Your task is to print each record exactly as it reads.

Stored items
□ □ □ □ □ □ □

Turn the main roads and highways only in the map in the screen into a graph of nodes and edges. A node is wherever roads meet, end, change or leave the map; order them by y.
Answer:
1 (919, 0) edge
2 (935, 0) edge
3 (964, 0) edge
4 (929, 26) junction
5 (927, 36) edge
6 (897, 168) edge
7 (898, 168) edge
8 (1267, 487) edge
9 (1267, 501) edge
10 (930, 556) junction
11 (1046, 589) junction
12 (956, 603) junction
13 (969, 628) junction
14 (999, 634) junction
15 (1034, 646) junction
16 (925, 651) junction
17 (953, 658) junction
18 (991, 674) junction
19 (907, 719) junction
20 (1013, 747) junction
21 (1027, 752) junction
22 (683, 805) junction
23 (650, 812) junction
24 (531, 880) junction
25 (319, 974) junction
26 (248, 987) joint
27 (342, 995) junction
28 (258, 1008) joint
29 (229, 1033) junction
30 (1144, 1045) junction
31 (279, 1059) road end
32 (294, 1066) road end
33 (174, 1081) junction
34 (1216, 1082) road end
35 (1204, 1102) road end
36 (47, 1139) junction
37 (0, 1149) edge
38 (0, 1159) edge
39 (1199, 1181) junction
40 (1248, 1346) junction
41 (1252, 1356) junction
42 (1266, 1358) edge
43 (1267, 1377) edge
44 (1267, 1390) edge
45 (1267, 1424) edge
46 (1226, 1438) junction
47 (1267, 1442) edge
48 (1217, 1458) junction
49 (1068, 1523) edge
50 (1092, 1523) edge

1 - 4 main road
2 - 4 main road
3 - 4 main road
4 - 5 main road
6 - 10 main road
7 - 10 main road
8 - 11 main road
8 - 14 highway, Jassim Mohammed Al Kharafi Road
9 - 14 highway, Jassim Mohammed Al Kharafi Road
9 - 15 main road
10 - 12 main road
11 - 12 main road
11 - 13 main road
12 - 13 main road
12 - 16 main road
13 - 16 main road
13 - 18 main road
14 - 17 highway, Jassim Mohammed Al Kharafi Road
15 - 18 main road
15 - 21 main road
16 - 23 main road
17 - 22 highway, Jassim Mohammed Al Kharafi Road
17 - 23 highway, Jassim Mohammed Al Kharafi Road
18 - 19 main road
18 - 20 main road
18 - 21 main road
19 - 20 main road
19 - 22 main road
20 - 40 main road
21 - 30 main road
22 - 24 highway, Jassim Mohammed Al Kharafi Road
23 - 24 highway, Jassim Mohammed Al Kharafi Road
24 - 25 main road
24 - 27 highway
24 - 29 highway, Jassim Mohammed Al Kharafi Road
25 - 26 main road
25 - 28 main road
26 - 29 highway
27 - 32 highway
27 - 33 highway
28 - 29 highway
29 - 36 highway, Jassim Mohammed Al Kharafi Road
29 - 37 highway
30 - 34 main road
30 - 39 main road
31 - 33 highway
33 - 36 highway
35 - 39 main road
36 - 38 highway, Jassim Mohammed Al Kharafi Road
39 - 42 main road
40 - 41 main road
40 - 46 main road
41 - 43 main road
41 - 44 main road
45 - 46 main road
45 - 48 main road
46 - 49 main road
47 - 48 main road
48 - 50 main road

□ □ □ □ □ □ □

### WORKED SOLUTION
Turn the main roads and highways only in the map in the screen into a graph of nodes and edges. A node is wherever roads meet, end, change or leave the map; order them by y.
Answer:
1 (919, 0) edge
2 (935, 0) edge
3 (964, 0) edge
4 (929, 26) junction
5 (927, 36) edge
6 (897, 168) edge
7 (898, 168) edge
8 (1267, 487) edge
9 (1267, 501) edge
10 (930, 556) junction
11 (1046, 589) junction
12 (956, 603) junction
13 (969, 628) junction
14 (999, 634) junction
15 (1034, 646) junction
16 (925, 651) junction
17 (953, 658) junction
18 (991, 674) junction
19 (907, 719) junction
20 (1013, 747) junction
21 (1027, 752) junction
22 (683, 805) junction
23 (650, 812) junction
24 (531, 880) junction
25 (319, 974) junction
26 (248, 987) joint
27 (342, 995) junction
28 (258, 1008) joint
29 (229, 1033) junction
30 (1144, 1045) junction
31 (279, 1059) road end
32 (294, 1066) road end
33 (174, 1081) junction
34 (1216, 1082) road end
35 (1204, 1102) road end
36 (47, 1139) junction
37 (0, 1149) edge
38 (0, 1159) edge
39 (1199, 1181) junction
40 (1248, 1346) junction
41 (1252, 1356) junction
42 (1266, 1358) edge
43 (1267, 1377) edge
44 (1267, 1390) edge
45 (1267, 1424) edge
46 (1226, 1438) junction
47 (1267, 1442) edge
48 (1217, 1458) junction
49 (1068, 1523) edge
50 (1092, 1523) edge

1 - 4 main road
2 - 4 main road
3 - 4 main road
4 - 5 main road
6 - 10 main road
7 - 10 main road
8 - 11 main road
8 - 14 highway, Jassim Mohammed Al Kharafi Road
9 - 14 highway, Jassim Mohammed Al Kharafi Road
9 - 15 main road
10 - 12 main road
11 - 12 main road
11 - 13 main road
12 - 13 main road
12 - 16 main road
13 - 16 main road
13 - 18 main road
14 - 17 highway, Jassim Mohammed Al Kharafi Road
15 - 18 main road
15 - 21 main road
16 - 23 main road
17 - 22 highway, Jassim Mohammed Al Kharafi Road
17 - 23 highway, Jassim Mohammed Al Kharafi Road
18 - 19 main road
18 - 20 main road
18 - 21 main road
19 - 20 main road
19 - 22 main road
20 - 40 main road
21 - 30 main road
22 - 24 highway, Jassim Mohammed Al Kharafi Road
23 - 24 highway, Jassim Mohammed Al Kharafi Road
24 - 25 main road
24 - 27 highway
24 - 29 highway, Jassim Mohammed Al Kharafi Road
25 - 26 main road
25 - 28 main road
26 - 29 highway
27 - 32 highway
27 - 33 highway
28 - 29 highway
29 - 36 highway, Jassim Mohammed Al Kharafi Road
29 - 37 highway
30 - 34 main road
30 - 39 main road
31 - 33 highway
33 - 36 highway
35 - 39 main road
36 - 38 highway, Jassim Mohammed Al Kharafi Road
39 - 42 main road
40 - 41 main road
40 - 46 main road
41 - 43 main road
41 - 44 main road
45 - 46 main road
45 - 48 main road
46 - 49 main road
47 - 48 main road
48 - 50 main road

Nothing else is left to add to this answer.